The set is $\{ \frac{1}{p} + \frac{1}{q} : p, q \in \mathbb{N} \setminus \{ 0\}\} \subseteq \mathbb{R}$
So, I think the set defined is a subset of $\mathbb{Q}$. The interior is empty, the closure is the set of all nonnegative reals, the boundary is the closure minus the interior so again is the set of all nonnegative reals. The limit/accumulation points are nonnegative reals. And there are no isolated points I believe.
Does anyone have comments on this? This is partly a question/discussion type of post meant to further my understanding.

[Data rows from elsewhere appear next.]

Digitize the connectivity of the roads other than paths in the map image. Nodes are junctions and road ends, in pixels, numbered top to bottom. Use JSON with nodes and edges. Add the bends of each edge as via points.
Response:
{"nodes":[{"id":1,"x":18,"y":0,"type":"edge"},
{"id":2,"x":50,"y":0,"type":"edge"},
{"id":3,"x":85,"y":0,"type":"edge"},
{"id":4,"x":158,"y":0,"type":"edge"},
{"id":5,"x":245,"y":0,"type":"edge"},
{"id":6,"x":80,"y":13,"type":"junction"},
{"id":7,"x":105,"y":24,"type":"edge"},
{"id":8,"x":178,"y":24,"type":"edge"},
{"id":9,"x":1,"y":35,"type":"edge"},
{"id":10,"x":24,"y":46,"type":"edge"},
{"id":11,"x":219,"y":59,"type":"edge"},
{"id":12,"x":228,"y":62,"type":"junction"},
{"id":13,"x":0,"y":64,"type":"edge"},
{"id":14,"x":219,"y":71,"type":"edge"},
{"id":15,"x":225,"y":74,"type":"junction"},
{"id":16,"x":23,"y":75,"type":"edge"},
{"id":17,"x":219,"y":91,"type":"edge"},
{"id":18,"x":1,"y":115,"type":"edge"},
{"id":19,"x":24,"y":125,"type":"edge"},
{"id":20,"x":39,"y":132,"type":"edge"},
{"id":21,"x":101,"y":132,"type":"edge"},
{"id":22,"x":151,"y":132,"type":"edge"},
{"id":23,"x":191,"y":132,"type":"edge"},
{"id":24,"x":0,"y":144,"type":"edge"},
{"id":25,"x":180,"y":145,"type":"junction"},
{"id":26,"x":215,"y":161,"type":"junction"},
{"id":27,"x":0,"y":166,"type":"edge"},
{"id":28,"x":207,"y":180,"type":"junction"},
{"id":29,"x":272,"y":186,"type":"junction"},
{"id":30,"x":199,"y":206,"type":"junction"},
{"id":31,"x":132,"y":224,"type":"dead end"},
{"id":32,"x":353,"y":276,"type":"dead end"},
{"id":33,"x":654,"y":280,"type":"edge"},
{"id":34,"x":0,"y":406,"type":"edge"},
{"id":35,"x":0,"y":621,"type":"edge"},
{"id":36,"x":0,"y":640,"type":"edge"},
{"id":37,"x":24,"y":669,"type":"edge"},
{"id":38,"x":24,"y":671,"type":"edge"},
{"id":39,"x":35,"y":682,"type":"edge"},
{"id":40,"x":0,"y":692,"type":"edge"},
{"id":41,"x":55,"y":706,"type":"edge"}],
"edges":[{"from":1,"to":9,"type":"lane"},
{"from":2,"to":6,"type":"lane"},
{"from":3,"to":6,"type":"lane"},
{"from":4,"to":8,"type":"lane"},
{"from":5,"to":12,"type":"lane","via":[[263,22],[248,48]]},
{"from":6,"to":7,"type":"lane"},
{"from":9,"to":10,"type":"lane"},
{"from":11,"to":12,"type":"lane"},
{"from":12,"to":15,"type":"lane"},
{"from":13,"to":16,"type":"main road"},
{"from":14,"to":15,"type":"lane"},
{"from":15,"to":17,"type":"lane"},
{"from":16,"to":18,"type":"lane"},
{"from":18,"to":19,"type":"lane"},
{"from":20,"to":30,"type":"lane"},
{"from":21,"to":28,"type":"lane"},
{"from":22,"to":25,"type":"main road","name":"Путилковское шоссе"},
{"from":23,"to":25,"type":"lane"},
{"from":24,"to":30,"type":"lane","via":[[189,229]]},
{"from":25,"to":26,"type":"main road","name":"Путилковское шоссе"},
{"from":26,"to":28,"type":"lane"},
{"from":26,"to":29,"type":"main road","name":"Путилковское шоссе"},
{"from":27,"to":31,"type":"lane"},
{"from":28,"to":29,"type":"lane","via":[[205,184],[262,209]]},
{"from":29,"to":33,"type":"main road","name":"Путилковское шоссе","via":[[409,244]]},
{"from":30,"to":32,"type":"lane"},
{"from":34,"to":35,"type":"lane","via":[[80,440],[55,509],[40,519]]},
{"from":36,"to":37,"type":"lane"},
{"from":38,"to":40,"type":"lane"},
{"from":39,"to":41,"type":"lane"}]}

Be careful with this sort of thing! I agree that the impulse is to say that the closure is the set of nonnegative reals, but pay attention to the details of the set. Intuitively, a point is in the closure if you can get "close" to it while staying inside your set. How would you get close to, say, $3$? $\frac{1}{p}$ is at most $1$, and $\frac{1}{q}$ is also at most $1$. So $\frac{1}{p} + \frac{1}{q}$ is at most $2$, which is nowhere near $3$.
That immediately tells us to be more careful, so let's think about what points we can get close to. We can get close to $\frac{1}{p}$ for any $p \in \mathbb{N} \setminus \{0\}$, by just taking $q$ larger and larger. And we can get close to $0$, by taking $p$ and $q$ both large. But we can't get close to anything else. So: the closure of this set is $\{\frac{1}{p} + \frac{1}{q} \mid p,q \in \mathbb{N} \setminus \{0\}\} \cup \{\frac{1}{p} \mid p \in \mathbb{N}\} \cup \{0\}$. This is also the boundary, because you're correct -- the interior is empty. The limit points are the extra things we just added in; $\frac{1}{p}$ for positive integers $p$, and also $0$.
There are, however, isolated points. $2$ is one of them: we can hit $2$ by taking $p = q = 1$, but increasing either $p$ or $q$ takes us at least a distance of $1/2$ away from $2$. In fact, every point in our set is like this!